¿Qué hacía el señor presidente de los Estados Unidos de América, Harry Truman, el 10 de marzo de 1952?

Parece una pregunta difícil o ridícula. La fecha carece de interés para los historiadores de los presidentes norteamericanos, así que sospecho que se necesitaría una investigación particular para saber qué pasaba en la Casa Blanca en esos días.

Los cubanos hablamos de antes y después. Y siempre la fecha es el primero de enero de 1959. Se sobran las razones.

Todos sabemos que las formas comunes de hablar, la lengua habitual, suele ser la prueba o la confesión de la superficialidad y la ignorancia, incluso de la maldad.

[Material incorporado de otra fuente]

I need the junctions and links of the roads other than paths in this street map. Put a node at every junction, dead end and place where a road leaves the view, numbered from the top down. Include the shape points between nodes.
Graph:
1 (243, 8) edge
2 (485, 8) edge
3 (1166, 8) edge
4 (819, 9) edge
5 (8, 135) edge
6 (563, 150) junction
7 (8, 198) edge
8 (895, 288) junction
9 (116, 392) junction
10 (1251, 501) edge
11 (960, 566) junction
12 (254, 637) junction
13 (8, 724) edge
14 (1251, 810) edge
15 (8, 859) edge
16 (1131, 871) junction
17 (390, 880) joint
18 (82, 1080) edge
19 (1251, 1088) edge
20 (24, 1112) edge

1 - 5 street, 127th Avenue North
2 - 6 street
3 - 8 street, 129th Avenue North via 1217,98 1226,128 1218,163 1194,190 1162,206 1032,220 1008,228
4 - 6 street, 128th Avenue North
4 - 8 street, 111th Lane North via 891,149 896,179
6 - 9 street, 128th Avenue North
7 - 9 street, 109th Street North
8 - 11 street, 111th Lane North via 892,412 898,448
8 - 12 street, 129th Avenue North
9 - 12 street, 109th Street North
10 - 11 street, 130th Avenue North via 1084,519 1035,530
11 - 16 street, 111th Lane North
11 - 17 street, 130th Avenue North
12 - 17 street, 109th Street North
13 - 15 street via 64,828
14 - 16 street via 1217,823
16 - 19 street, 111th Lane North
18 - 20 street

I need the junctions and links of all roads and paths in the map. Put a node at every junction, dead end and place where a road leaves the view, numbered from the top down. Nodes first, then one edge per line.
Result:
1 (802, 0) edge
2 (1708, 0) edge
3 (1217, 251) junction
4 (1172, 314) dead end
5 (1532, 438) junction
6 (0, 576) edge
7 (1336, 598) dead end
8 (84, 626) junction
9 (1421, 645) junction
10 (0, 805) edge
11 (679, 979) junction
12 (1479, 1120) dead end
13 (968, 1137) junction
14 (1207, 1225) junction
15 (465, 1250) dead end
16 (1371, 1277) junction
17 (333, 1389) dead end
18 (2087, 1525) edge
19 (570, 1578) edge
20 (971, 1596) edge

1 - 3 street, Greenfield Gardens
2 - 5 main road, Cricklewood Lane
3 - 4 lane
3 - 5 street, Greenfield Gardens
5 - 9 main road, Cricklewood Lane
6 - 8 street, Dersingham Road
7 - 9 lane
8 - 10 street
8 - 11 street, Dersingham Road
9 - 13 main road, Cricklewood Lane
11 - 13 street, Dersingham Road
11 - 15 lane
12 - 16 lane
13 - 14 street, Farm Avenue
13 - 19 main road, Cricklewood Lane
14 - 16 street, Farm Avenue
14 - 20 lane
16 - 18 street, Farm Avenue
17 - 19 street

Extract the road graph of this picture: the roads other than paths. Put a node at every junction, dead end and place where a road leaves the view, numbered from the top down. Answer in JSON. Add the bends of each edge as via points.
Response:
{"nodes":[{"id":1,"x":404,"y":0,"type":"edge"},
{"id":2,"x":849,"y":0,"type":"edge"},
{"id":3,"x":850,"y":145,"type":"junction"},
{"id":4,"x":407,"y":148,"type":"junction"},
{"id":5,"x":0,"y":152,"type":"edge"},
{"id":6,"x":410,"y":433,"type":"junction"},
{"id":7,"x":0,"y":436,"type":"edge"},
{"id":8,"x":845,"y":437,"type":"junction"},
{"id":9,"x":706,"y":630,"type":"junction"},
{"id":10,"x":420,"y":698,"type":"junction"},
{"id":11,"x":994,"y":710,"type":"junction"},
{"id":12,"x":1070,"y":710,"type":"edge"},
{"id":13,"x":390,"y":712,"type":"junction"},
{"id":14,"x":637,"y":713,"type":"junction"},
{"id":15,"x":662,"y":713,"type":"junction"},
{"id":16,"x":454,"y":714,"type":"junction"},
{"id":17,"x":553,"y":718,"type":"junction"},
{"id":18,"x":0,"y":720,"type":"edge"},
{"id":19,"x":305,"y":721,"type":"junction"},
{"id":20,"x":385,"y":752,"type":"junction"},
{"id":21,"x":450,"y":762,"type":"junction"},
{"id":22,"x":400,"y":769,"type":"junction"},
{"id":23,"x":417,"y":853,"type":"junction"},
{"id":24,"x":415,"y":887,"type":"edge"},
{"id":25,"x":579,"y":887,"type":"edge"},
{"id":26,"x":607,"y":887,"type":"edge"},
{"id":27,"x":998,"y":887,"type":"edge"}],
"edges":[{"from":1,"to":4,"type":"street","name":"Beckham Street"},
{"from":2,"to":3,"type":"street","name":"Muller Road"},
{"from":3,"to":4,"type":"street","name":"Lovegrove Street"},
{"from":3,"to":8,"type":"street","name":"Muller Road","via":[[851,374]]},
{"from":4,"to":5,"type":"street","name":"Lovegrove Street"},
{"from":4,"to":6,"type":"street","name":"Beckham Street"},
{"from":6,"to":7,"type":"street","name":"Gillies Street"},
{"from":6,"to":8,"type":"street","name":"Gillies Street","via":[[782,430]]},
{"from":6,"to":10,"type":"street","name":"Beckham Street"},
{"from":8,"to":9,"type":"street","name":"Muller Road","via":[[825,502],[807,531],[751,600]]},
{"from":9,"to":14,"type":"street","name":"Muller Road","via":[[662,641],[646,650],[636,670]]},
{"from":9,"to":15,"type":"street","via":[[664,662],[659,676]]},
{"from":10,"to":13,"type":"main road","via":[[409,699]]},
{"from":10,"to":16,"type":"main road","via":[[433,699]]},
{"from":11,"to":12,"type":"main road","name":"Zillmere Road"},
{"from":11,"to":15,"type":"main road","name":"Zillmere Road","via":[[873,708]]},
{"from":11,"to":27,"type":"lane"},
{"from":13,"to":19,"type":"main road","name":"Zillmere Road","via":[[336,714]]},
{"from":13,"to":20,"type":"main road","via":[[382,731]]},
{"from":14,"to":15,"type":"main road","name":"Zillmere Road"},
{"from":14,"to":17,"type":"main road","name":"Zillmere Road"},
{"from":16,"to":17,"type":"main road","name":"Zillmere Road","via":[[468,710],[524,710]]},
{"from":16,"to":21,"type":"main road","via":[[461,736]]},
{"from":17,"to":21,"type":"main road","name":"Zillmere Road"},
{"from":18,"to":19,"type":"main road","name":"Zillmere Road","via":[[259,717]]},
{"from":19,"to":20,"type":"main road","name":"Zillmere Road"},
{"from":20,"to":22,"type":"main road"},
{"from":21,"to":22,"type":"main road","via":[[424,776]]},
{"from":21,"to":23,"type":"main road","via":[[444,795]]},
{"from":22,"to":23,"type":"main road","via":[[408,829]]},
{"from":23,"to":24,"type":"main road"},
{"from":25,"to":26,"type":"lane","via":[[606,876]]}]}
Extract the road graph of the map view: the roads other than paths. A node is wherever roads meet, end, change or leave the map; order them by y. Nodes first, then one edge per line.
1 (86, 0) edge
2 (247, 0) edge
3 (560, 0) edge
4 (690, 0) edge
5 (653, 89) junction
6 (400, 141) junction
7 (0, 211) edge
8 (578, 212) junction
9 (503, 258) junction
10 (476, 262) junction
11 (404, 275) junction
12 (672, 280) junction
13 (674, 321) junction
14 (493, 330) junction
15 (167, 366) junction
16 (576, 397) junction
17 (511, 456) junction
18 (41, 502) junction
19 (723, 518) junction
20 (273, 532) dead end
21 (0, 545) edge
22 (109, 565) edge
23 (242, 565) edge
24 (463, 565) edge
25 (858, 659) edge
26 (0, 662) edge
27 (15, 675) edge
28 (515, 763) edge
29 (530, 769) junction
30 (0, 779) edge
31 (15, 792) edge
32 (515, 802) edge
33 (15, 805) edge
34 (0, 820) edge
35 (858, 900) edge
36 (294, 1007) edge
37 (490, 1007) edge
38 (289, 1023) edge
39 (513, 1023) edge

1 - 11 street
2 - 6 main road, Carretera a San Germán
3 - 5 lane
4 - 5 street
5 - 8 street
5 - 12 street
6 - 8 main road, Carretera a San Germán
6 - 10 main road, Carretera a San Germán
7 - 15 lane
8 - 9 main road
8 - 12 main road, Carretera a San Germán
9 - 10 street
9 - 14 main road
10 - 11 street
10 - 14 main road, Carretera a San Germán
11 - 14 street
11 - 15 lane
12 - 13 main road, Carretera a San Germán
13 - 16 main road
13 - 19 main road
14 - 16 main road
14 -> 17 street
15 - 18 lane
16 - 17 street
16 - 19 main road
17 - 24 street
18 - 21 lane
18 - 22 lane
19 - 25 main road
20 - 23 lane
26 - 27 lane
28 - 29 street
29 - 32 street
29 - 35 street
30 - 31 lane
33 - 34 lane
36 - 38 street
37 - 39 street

Es hora de que comprendamos que ese día de enero, no marca el principio de un desgraciado proceso histórico, surgido de la nada por la voluntad de un hombre, sino el final de otro proceso desastroso. La fecha, determinada para sugerir el Comienzo del Tiempo Por La Revolución, recurso que ya había usado la Revolución Francesa —y que se extenderá aquí, con los años de la Liberación, de la Planificación y hasta del Esfuerzo Decisivo, hasta que se extingue por aburrimiento —, es arbitraria por demás porque ese día de enero la república estaba acéfala, aunque con dos ejércitos, por la huida del dictador y de toda su corte. El único cambio real ese día era el vuelo del avión, como el del dictador Machado.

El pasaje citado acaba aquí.